Alongside this is the cost to individuals of the testing and then the care that might be needed in a nation where millions of people are without insurance or are under-insured or have substantial annual deductibles that have not yet been met. Some states have taken action to address this. In New York state, the Democrat Governor Andrew Cuomo has issued a directive requiring New York health insurers to waive cost sharing associated with testing for novel coronavirus including emergency room, urgent care and office visits. The Governor also announced New Yorkers receiving Medicaid coverage will not be expected to make a co-payment for any testing related to COVID-19. Sadly, these are not initiatives we are likely to see in Republican-controlled states.

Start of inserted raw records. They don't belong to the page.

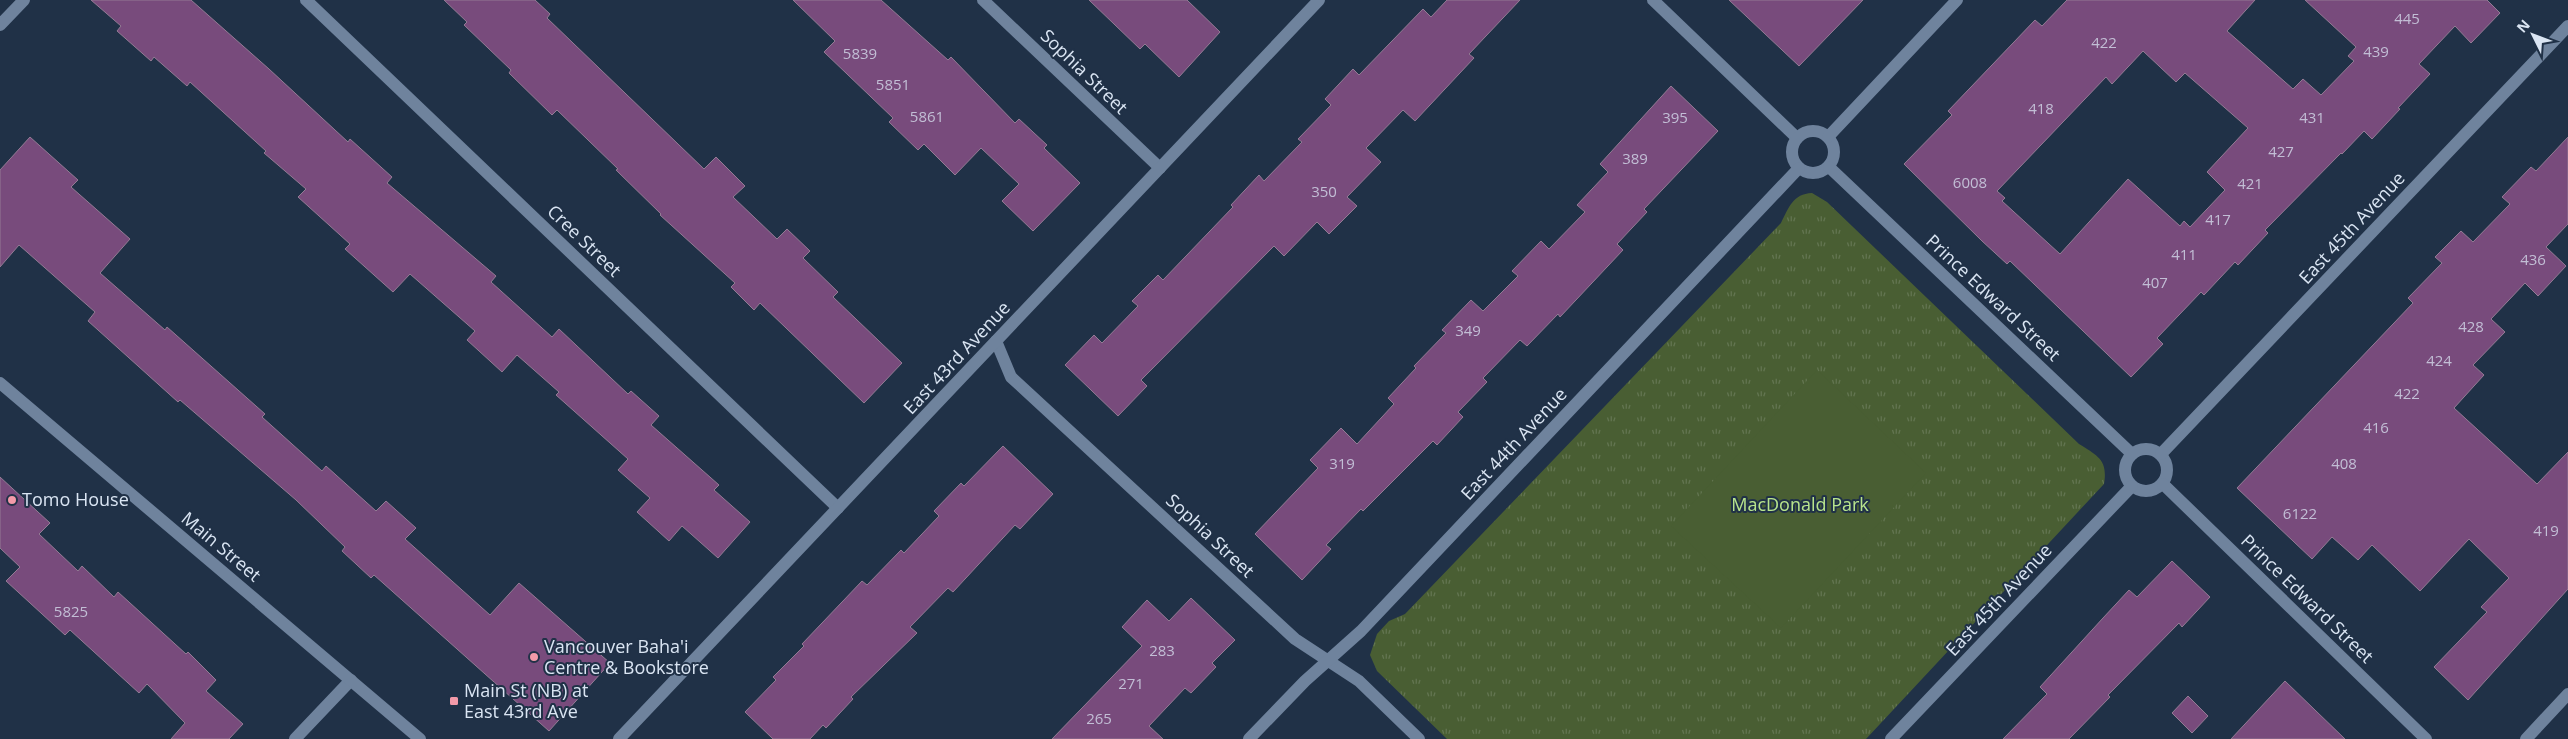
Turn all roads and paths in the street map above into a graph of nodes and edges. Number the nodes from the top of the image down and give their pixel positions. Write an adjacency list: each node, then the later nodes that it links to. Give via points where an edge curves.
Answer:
1 (24, 0): 7 (street)
2 (306, 0): 20 (street, Cree Street)
3 (983, 0): 12 (street, Sophia Street)
4 (1319, 0): 12 (street, East 43rd Avenue)
5 (1653, 0): 10 (street)
6 (1957, 0): 9 (street)
7 (0, 25)
8 (2568, 26): 17 (street, East 45th Avenue)
9 (1828, 137): 10 (street, via 1809,131); 11 (street, via 1834,155)
10 (1797, 138): 13 (street, via 1792,156)
11 (1829, 167): 13 (street, via 1810,174); 16 (street, Prince Edward Street)
12 (1160, 168): 14 (street, East 43rd Avenue)
13 (1799, 168): 21 (street, East 44th Avenue, via 1361,631)
14 (996, 341): 20 (street, East 43rd Avenue); 21 (street, Sophia Street, via 1011,377 1296,639)
15 (0, 383): 22 (street, Main Street)
16 (2132, 454): 17 (street, via 2150,449); 19 (street, via 2125,466 2127,480)
17 (2161, 454): 18 (street, via 2168,466)
18 (2162, 484): 19 (street, via 2157,489 2144,492); 30 (street, Prince Edward Street)
19 (2132, 486): 29 (street, East 45th Avenue)
20 (838, 508): 26 (street, East 43rd Avenue)
21 (1327, 660): 27 (street, East 44th Avenue); 28 (street, Sophia Street, via 1358,681)
22 (351, 680): 24 (street); 25 (street, Main Street)
23 (2568, 694): 31 (street)
24 (295, 739)
25 (420, 739)
26 (619, 739)
27 (1249, 739)
28 (1419, 739)
29 (1892, 739)
30 (2426, 739)
31 (2526, 739)

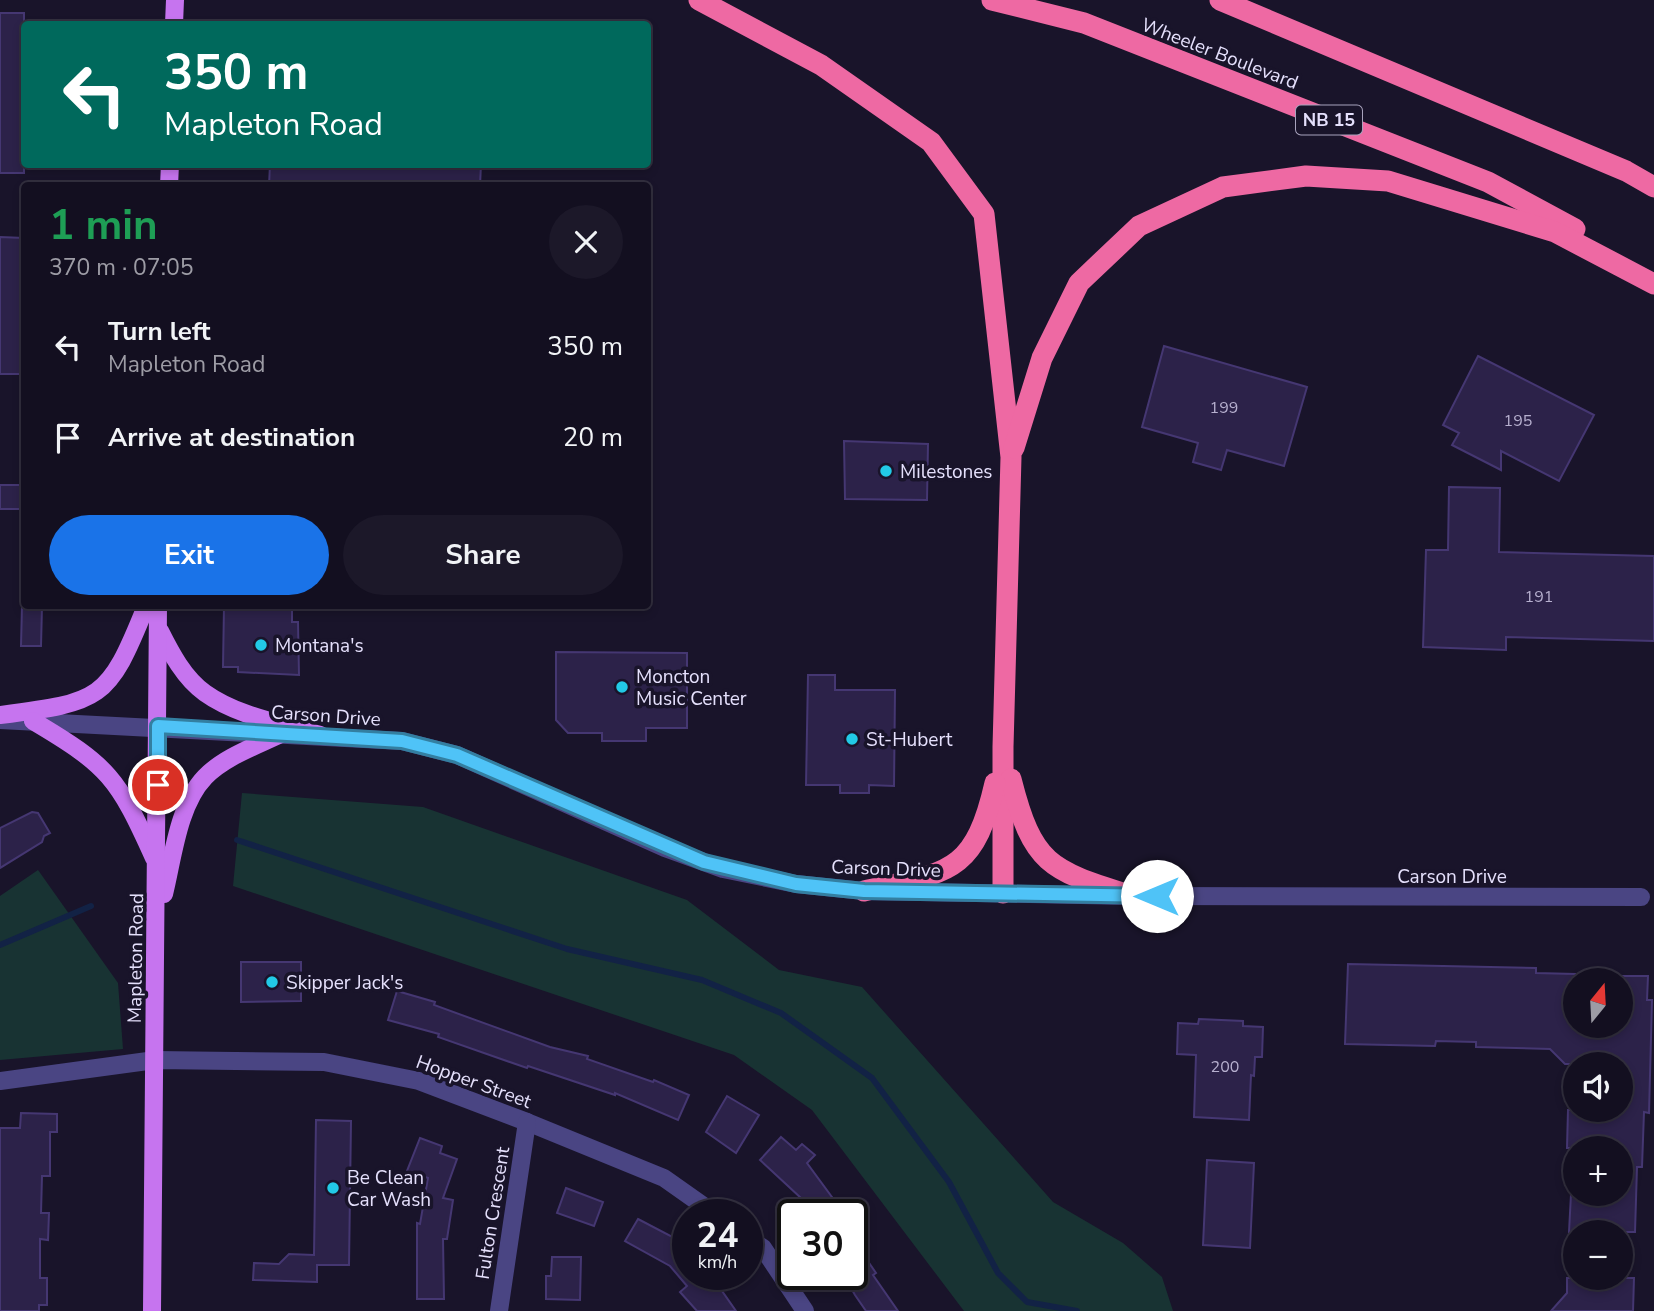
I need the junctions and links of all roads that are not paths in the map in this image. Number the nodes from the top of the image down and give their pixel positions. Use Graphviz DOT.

Even if every state used their available authorities to issue blanket orders requiring that all public and privately insured people were covered for coronavirus testing and treatment at zero costs, there would still be some 130 million people (one third of the population) left out. These are people who are uninsured (29 million), or whose plans are not covered by Obamacare.
A 2018 poll found that more Americans were afraid of paying for health care if they became seriously ill (40 percent) than were afraid of getting seriously ill (33 percent). This situation is aggravated if hourly wage earners now have their work hours limited.
Trump has stymied by the coronavirus which is immune to his usual modus operandi – it can’t be warded off by nasty tweets or rally chants, spin and denial will not make the illness and deaths it causes disappear, and it is unaffected by wishful thinking that all the right things have been done and this was something unforeseen.
“Who would have thought?” mused Trump during his recent CDC visit, blind to the fact that he not only ignored advice from the global health security unit of the National Security Council (“The threat of a pandemic flu is the number 1 health security concern” it stated in 2017) but then abolished the unit.
All of that makes the coronavirus, and the potential for greater illness and the economic damage it could bring, a singular threat to Trump’s legacy and his re-election.
Dr Lesley Russell is an Adjunct Associate Professor at the Menzies Centre for Health Policy at the University of Sydney.